The transition from the Lagrangian to the Hamiltonian formulation can be viewed as an operation that reduces a higher-order dynamical system to a first-order one. Specifically, given the Euler–Lagrange equation

\[ \frac{d}{dt}\left(\frac{\partial L}{\partial \dot{q}_i}\right) - \frac{\partial L}{\partial q_i} = 0, \]

let

\[ p_i = \frac{\partial L}{\partial \dot{q}_i}. \]

Then we have

\[ \dot{p}_i = \frac{\partial L}{\partial q_i}. \]

We would also like to introduce an equation that describes the evolution of \( q_i \):

\[ \dot{q}_i = \dot{q}_i(q_i, p_i, t) := v(q_i, p_i, t). \]

At this point, the reduction of order has, in essence, been accomplished. However, physicists often prefer to express formulas in a more compact and aesthetically appealing manner, ideally in the form of a higher-dimensional dynamical system (recall from control theory that such systems are mathematically more tractable).

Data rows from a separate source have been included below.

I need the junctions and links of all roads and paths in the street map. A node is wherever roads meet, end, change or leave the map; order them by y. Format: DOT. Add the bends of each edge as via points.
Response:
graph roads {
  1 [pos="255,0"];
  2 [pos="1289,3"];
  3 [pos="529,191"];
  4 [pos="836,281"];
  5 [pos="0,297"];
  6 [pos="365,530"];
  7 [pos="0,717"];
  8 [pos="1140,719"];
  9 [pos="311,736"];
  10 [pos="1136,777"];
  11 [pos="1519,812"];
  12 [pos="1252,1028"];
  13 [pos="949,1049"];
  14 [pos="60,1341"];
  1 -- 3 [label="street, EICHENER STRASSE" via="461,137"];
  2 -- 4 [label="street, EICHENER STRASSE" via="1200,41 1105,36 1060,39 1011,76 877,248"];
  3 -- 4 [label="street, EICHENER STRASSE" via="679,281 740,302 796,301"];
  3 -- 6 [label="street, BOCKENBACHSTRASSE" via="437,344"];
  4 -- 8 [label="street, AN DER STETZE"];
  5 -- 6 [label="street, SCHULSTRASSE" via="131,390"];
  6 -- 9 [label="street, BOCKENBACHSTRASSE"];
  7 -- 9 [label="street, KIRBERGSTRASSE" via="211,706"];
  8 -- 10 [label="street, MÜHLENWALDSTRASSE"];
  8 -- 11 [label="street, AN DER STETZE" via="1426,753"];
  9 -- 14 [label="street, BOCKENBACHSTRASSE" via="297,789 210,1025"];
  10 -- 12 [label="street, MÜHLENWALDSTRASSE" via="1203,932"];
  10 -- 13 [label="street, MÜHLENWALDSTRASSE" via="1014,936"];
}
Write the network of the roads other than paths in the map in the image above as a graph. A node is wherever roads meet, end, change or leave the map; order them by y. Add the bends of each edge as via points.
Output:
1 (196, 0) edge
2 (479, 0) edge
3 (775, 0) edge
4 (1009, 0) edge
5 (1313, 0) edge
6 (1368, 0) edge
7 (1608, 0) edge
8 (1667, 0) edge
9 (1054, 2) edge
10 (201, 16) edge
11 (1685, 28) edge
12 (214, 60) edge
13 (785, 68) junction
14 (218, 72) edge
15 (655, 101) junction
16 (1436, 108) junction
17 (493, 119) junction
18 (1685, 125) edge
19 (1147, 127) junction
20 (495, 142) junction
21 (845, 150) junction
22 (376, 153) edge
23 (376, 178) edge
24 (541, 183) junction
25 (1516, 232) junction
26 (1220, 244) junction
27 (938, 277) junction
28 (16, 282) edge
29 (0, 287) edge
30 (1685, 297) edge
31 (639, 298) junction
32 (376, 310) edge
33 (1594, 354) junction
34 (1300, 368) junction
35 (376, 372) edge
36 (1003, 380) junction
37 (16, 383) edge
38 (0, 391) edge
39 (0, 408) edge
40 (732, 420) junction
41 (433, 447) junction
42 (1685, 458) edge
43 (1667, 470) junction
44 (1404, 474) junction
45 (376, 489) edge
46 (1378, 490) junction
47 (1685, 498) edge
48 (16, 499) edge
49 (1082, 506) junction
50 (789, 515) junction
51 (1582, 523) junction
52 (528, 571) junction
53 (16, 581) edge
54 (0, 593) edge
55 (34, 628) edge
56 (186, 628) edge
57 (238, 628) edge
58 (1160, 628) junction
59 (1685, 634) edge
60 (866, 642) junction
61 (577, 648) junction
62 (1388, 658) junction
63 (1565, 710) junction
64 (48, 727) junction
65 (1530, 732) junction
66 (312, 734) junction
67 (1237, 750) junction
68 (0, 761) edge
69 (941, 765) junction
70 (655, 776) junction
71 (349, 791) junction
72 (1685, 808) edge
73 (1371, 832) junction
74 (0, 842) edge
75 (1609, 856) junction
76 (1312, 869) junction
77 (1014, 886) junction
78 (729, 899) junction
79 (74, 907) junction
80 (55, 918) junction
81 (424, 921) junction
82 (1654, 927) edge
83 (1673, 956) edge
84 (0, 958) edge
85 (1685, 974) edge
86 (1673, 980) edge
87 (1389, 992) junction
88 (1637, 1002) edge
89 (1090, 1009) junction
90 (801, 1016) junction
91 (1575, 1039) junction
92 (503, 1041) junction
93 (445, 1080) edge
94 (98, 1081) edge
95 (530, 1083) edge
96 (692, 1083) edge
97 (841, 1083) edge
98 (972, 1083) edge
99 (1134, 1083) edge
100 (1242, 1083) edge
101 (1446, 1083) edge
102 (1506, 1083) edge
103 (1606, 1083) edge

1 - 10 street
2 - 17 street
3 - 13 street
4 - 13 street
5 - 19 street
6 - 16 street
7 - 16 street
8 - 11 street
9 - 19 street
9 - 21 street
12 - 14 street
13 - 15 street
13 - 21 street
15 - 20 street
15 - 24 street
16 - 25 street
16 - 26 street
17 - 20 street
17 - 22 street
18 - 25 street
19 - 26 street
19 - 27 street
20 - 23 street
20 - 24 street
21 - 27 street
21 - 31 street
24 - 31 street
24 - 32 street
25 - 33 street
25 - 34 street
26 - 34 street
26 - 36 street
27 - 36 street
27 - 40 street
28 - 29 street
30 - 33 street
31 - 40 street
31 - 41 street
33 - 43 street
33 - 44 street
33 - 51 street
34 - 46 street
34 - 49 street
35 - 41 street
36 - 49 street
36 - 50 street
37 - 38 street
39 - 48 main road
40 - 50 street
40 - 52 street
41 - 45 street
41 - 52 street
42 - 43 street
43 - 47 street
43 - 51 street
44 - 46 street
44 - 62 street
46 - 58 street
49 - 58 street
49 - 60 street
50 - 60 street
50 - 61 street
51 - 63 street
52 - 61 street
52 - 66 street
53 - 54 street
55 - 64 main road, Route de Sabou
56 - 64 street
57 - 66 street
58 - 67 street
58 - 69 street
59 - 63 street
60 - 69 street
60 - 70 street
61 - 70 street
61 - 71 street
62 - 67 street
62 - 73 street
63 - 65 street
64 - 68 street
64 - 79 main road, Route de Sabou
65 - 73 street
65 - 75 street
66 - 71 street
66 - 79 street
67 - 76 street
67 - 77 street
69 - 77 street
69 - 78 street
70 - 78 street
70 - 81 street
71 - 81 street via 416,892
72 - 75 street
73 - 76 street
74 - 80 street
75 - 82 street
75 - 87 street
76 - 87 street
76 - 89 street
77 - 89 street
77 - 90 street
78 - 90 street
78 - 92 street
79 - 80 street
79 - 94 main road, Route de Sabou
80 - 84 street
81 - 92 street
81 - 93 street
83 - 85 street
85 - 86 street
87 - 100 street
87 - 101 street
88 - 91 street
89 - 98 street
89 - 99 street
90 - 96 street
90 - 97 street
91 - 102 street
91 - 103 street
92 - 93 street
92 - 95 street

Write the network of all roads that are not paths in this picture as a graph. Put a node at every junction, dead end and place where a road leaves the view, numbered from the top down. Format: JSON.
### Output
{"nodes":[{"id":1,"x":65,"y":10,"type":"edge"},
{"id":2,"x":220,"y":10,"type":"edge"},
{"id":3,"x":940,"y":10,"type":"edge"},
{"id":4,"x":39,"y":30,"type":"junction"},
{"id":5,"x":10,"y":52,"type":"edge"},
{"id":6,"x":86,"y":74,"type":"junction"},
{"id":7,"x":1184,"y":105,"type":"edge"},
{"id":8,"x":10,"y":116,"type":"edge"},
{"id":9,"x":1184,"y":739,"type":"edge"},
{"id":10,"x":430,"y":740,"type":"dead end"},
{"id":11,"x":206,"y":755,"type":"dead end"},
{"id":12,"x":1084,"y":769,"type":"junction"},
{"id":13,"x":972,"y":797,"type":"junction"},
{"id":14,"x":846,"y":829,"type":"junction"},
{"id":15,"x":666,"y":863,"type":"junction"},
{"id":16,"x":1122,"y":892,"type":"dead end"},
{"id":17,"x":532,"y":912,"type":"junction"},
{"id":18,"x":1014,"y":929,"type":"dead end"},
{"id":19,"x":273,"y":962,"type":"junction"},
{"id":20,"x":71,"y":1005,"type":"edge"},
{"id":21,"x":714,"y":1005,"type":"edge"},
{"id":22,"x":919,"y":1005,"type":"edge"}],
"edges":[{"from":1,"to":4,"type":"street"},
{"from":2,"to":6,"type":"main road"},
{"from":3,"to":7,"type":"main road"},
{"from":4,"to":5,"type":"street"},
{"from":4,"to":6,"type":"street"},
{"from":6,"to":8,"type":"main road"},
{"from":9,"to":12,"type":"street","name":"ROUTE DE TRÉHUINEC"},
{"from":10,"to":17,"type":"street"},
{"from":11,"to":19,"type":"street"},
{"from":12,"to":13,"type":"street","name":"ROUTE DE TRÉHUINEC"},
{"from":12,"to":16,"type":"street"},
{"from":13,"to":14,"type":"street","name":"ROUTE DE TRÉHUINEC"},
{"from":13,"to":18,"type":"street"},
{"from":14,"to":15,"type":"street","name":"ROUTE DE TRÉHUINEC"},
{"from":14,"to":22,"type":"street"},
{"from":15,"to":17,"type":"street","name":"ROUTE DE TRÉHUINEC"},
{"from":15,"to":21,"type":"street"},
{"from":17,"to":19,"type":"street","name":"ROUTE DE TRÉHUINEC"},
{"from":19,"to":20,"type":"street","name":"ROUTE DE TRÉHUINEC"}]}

Since we already have \( p_i = \frac{\partial L}{\partial \dot{q}_i} \), we aim to obtain a formulation of the form

\[ \dot{\mathbf{z}} = J \, \nabla_{\mathbf{z}} H(\mathbf{z}, t), \]

where

\[ \mathbf{z} = \begin{pmatrix} q_1 \\ \vdots \\ q_n \\ p_1 \\ \vdots \\ p_n \end{pmatrix}. \]

To explore this idea, let us begin with the simplest case \( n = 1 \). If the construction does not work in the one-dimensional case, it is unlikely to generalize successfully to higher dimensions. We would like \(\nabla H\) to contain terms such as \(\frac{\partial L}{\partial q_1}\) and either \(v\) or \(\dot{q}_1\)—or at least their linear combination. This goal can be achieved easily by defining

\[ H_1 = L(q_1, \dot{q}_1, t) + p_1 \dot{q}_1. \]

Why not instead define

\[ H_2 = L(q_1, \dot{q}_1, t) + p_1 v(q_1, p_1, t)? \]

Is there any difference between these two choices? Indeed, this involves a small mathematical trick often employed by mathematicians when performing gradient detaching (see link):

\[ \frac{\partial H_1}{\partial q_1} = \frac{\partial L}{\partial q_1}, \quad\text{whereas}\quad \frac{\partial H_2}{\partial q_1} = \frac{\partial L}{\partial q_1} + p_1 \frac{\partial v}{\partial q_1}. \]

After adopting \(H_1\), we can set

\[ J_1 = \begin{pmatrix} 0 & I \\ I & 0 \end{pmatrix}. \]

In practice, the Hamiltonian is defined as

\[ H(q_i, p_i, t) = \sum_{i=1}^{n} p_i \dot{q}_i - L(q_i, \dot{q}_i, t), \]

which differs from the above only by a sign; the essential structure remains the same. The sign convention is chosen so that the expression aligns with the Legendre transform.

Remark 1. From a personal perspective, this viewpoint provides a more compelling motivation than the conventional approach of “directly applying the Legendre transform to the Lagrangian action and then discovering, almost miraculously, that the transformed variables \(p\) and \(q\) constitute a first-order dynamical system.” Of course, if anyone can clarify the underlying reason behind this “miracle,” I would be very grateful.